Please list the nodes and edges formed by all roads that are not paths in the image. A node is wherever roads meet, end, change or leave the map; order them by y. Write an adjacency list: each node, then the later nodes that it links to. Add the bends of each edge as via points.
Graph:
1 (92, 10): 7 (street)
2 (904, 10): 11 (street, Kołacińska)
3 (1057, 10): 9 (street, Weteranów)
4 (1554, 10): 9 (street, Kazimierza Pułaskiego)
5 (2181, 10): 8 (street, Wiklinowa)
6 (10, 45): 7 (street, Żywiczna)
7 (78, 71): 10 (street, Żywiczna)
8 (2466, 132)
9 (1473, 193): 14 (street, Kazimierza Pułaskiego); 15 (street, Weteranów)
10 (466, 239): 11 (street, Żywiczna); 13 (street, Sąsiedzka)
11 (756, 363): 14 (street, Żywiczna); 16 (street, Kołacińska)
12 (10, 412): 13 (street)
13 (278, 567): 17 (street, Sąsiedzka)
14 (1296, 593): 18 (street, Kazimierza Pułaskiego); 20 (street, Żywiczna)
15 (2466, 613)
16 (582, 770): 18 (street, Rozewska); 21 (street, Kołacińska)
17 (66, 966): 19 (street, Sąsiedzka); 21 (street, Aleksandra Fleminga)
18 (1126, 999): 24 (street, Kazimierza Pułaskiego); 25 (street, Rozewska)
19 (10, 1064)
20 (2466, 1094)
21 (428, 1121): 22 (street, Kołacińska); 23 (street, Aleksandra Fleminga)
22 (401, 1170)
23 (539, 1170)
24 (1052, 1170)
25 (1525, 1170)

........

__PROBLEM TO WORK ON__
Above are the records; set each one down word for word.

__EXPECTED ANSWER__
Please list the nodes and edges formed by all roads that are not paths in the image. A node is wherever roads meet, end, change or leave the map; order them by y. Write an adjacency list: each node, then the later nodes that it links to. Add the bends of each edge as via points.
Graph:
1 (92, 10): 7 (street)
2 (904, 10): 11 (street, Kołacińska)
3 (1057, 10): 9 (street, Weteranów)
4 (1554, 10): 9 (street, Kazimierza Pułaskiego)
5 (2181, 10): 8 (street, Wiklinowa)
6 (10, 45): 7 (street, Żywiczna)
7 (78, 71): 10 (street, Żywiczna)
8 (2466, 132)
9 (1473, 193): 14 (street, Kazimierza Pułaskiego); 15 (street, Weteranów)
10 (466, 239): 11 (street, Żywiczna); 13 (street, Sąsiedzka)
11 (756, 363): 14 (street, Żywiczna); 16 (street, Kołacińska)
12 (10, 412): 13 (street)
13 (278, 567): 17 (street, Sąsiedzka)
14 (1296, 593): 18 (street, Kazimierza Pułaskiego); 20 (street, Żywiczna)
15 (2466, 613)
16 (582, 770): 18 (street, Rozewska); 21 (street, Kołacińska)
17 (66, 966): 19 (street, Sąsiedzka); 21 (street, Aleksandra Fleminga)
18 (1126, 999): 24 (street, Kazimierza Pułaskiego); 25 (street, Rozewska)
19 (10, 1064)
20 (2466, 1094)
21 (428, 1121): 22 (street, Kołacińska); 23 (street, Aleksandra Fleminga)
22 (401, 1170)
23 (539, 1170)
24 (1052, 1170)
25 (1525, 1170)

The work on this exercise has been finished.